Guantanamo Perspective 3

Guantanamo Perspective 3

 

Guantanamo Camera 5

Guantanamo Camera 5

Guantánamo

Guantánamo is a video installation consisting of five wall-mounted video monitors playing loops of different views of a scene created with 3D animation software. Each video loop in the installation is of different durations. Each loop has a sound track of sound effects, music, and speech.   As the sound tracks fall in and out of sync with each other a wall of sound is created that is both buoyant and unnerving.

Guantánamo explores the parallels between Kafka’s In the Penal Colony and the adoption of torture and the abrogation of due process at Guantánamo Bay. Some of the worst aspects of Guantánamo Bay are no longer practiced; however no one has been punished for what has happened.There are no consequences for the perpetrators of violence at Guantánamo Bay. I dread these practices will return in a more virulent form. Next time I may be on the inside, not the outside, of the nightmare.

I created a Guantánamo version of the prison and harrow from In the Penal Colony. Instead of a machine that inscribes the transgressions of the prisoner deeper and deeper into his flesh until he attains enlightenment and death, my apparatus subjects the prisoner to an endless cycle of water boarding without the relief of death. In In the Penal Colony there is a visitor who witnesses “The Process” and escapes from the horror in a ferry. In Guantánamo we are the witnesses. We cannot escape. We are already home.

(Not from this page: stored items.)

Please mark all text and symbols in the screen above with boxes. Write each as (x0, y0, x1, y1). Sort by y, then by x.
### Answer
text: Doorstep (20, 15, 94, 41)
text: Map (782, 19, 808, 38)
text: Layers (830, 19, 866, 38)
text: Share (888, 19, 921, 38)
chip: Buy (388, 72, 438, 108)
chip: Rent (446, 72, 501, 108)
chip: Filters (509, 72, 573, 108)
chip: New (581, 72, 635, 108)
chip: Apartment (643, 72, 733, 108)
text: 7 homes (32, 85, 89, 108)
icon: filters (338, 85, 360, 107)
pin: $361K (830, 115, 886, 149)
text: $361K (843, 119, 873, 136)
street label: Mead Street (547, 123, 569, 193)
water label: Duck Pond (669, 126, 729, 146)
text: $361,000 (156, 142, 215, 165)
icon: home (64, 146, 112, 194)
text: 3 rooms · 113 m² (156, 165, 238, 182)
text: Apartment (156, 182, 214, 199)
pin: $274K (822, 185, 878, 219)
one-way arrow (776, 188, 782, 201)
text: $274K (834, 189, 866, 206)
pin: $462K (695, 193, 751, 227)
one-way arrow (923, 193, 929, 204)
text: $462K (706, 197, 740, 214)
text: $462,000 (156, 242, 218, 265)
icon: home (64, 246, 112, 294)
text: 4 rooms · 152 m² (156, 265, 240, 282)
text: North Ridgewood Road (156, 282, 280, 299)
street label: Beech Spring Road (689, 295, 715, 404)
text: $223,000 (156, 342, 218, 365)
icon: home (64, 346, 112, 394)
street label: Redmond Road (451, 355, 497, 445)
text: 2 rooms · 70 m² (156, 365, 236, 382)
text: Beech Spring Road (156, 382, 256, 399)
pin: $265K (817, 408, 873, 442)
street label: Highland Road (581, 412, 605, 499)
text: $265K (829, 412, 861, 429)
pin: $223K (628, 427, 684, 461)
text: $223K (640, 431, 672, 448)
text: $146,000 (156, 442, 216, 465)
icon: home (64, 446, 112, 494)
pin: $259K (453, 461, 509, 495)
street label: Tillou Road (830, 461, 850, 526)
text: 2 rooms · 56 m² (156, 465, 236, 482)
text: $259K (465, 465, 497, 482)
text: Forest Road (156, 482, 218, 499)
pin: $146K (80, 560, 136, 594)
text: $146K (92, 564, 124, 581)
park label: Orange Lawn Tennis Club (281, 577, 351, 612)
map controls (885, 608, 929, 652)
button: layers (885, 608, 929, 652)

We do not need particulars to empathize with a victim of torture. The victim in Guantánamo is a writhing crescent moon of anonymous flesh illuminated by an interrogation spotlight. Who are our stand-ins as witnesses in Guantánamo? Who can convey to the viewer of the installation our society’s paltry reaction to this travesty? Cartoon characters can. Cartoon characters can exist in a world with no consequences for violence just as there are no consequences for us. In cartoons violence is a form of entertainment.

The dichotomy between real victim and playtime, cartoon witnesses is underlined by the different ways the realities of the victim and witnesses are rendered. The victim is rendered as part of and existing in a naturalistic 3D space.   The cartoons exist as flat cutouts. Their presence and movement in the naturalistic world is mediated by mounting them on naturalistic, hoverboard-like vehicles.

Because of the link with water boarding I searched for cartoon characters created or distributed by Warner Brothers (“The WB” as it was known in an advertising campaign from the past).   I was gratified to find a “see no evil, hear no evil, speak no evil” version of the Animaniacs (an appropriate name for my purposes).   The Brain from Pinky and the Brain is also a good fit for the tableau. The most famous quote from Pinky and The Brain:

Pinky: “Gee Brain, what are we gonna do tonight?”

Brain: “The same thing we do every night, try to take over the world!”

It also helped that The Brain looks a lot like former Vice President Dick Cheney. I exaggerated this likeness and did some additional editing on the Animaniacs to look make them look a bit more like some culpable high ranking administration officials.